* [Dataset entries]
--- START ---

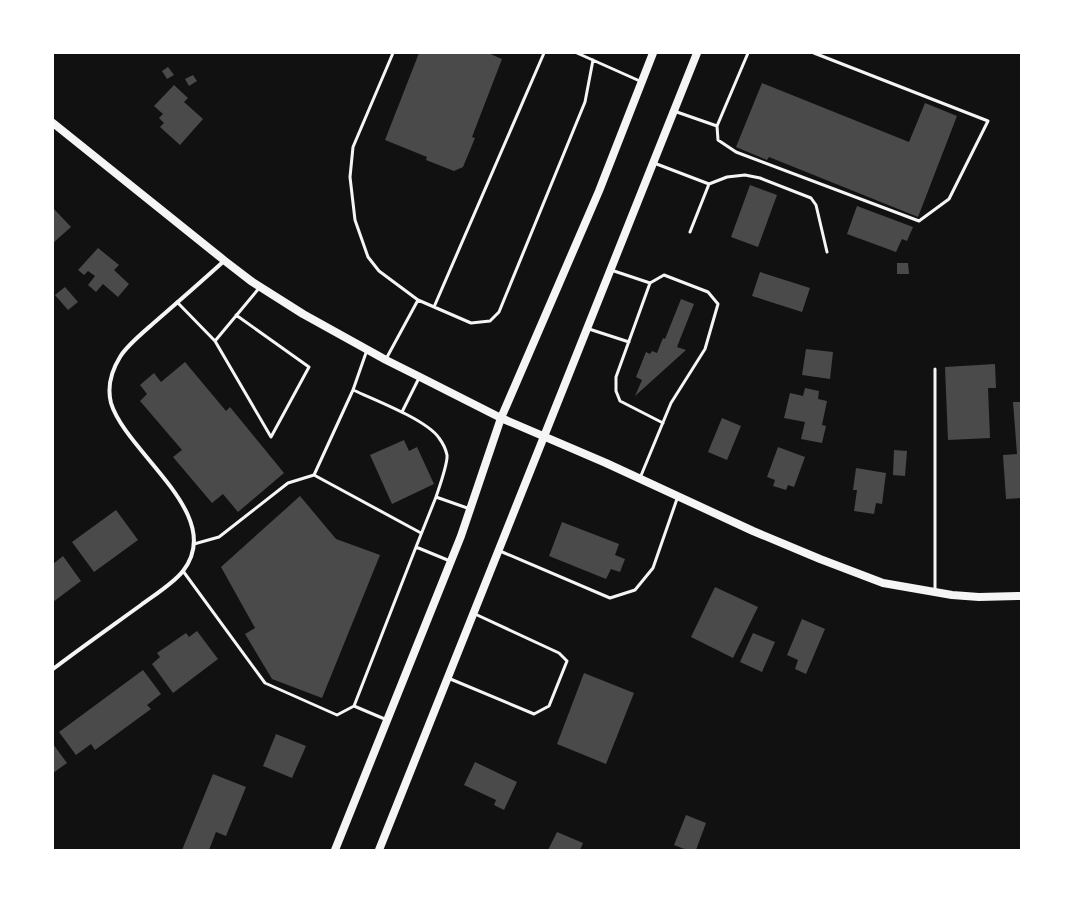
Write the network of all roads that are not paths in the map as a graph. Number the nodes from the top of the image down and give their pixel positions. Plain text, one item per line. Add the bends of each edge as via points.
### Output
1 (393, 53) edge
2 (544, 53) edge
3 (577, 53) edge
4 (653, 53) edge
5 (697, 53) edge
6 (748, 53) edge
7 (814, 53) edge
8 (593, 60) junction
9 (642, 82) junction
10 (673, 110) junction
11 (53, 123) edge
12 (717, 126) junction
13 (652, 163) junction
14 (709, 184) junction
15 (690, 232) dead end
16 (827, 252) dead end
17 (225, 260) junction
18 (610, 269) junction
19 (650, 283) junction
20 (260, 286) junction
21 (418, 300) junction
22 (177, 302) junction
23 (434, 307) junction
24 (236, 315) junction
25 (587, 328) junction
26 (215, 341) junction
27 (629, 342) junction
28 (367, 350) junction
29 (386, 360) junction
30 (935, 369) dead end
31 (420, 377) junction
32 (353, 390) junction
33 (402, 412) junction
34 (501, 418) junction
35 (663, 423) junction
36 (543, 436) junction
37 (314, 475) junction
38 (640, 478) junction
39 (678, 495) junction
40 (436, 497) junction
41 (470, 509) junction
42 (421, 533) junction
43 (194, 544) junction
44 (416, 547) junction
45 (498, 550) junction
46 (451, 561) junction
47 (183, 571) junction
48 (935, 592) junction
49 (1021, 596) edge
50 (473, 613) junction
51 (53, 669) edge
52 (447, 678) junction
53 (354, 706) junction
54 (387, 720) junction
55 (335, 850) edge
56 (379, 850) edge

1 - 21 lane via 353,147 350,177 355,220 368,258 379,271
2 - 23 lane
3 - 8 lane
4 - 9 main road
5 - 10 main road
6 - 12 lane
7 - 12 lane via 988,122 949,199 919,221 736,152 718,140
8 - 9 lane
8 - 23 lane via 585,102 499,312 490,321 471,323
9 - 34 main road via 599,191
10 - 12 lane
10 - 13 main road
11 - 17 main road
13 - 14 lane
13 - 18 main road
14 - 15 lane
14 - 16 lane via 727,177 745,175 760,178 811,198 816,205
17 - 20 main road
17 - 22 street
18 - 19 lane
18 - 25 main road
19 - 27 lane
19 - 35 lane via 664,275 708,292 718,304 705,349 671,403
20 - 24 lane
20 - 28 main road
21 - 23 lane
21 - 29 lane
22 - 26 lane
22 - 43 street via 121,355 112,373 110,390 111,402 119,422 180,500 190,518
24 - 26 lane
24 - 26 lane via 309,367 271,437
25 - 27 lane
25 - 36 main road
27 - 35 lane via 616,377 616,391 620,401
28 - 29 main road
28 - 32 lane
29 - 31 main road
30 - 48 lane
31 - 33 lane
31 - 34 main road
32 - 33 lane
32 - 37 lane
33 - 40 lane via 439,438 447,456
34 - 36 main road
34 - 41 main road
35 - 38 lane
36 - 38 main road
36 - 45 main road
37 - 42 lane
37 - 43 lane via 288,483 219,537
38 - 39 main road
39 - 45 lane via 653,568 635,590 610,598
39 - 48 main road via 753,531 883,583
40 - 41 lane
40 - 42 lane
41 - 46 main road
42 - 44 lane
43 - 47 street via 192,556
44 - 46 lane
44 - 53 lane
45 - 50 main road
46 - 54 main road
47 - 51 street
47 - 53 lane via 265,683 337,716
48 - 49 main road via 979,597
50 - 52 main road
50 - 52 lane via 559,653 567,661 549,706 534,714
52 - 56 main road
53 - 54 lane
54 - 55 main road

--- END ---

Some lines above contain the word "dead". Copy each of them.

15 (690, 232) dead end
16 (827, 252) dead end
30 (935, 369) dead end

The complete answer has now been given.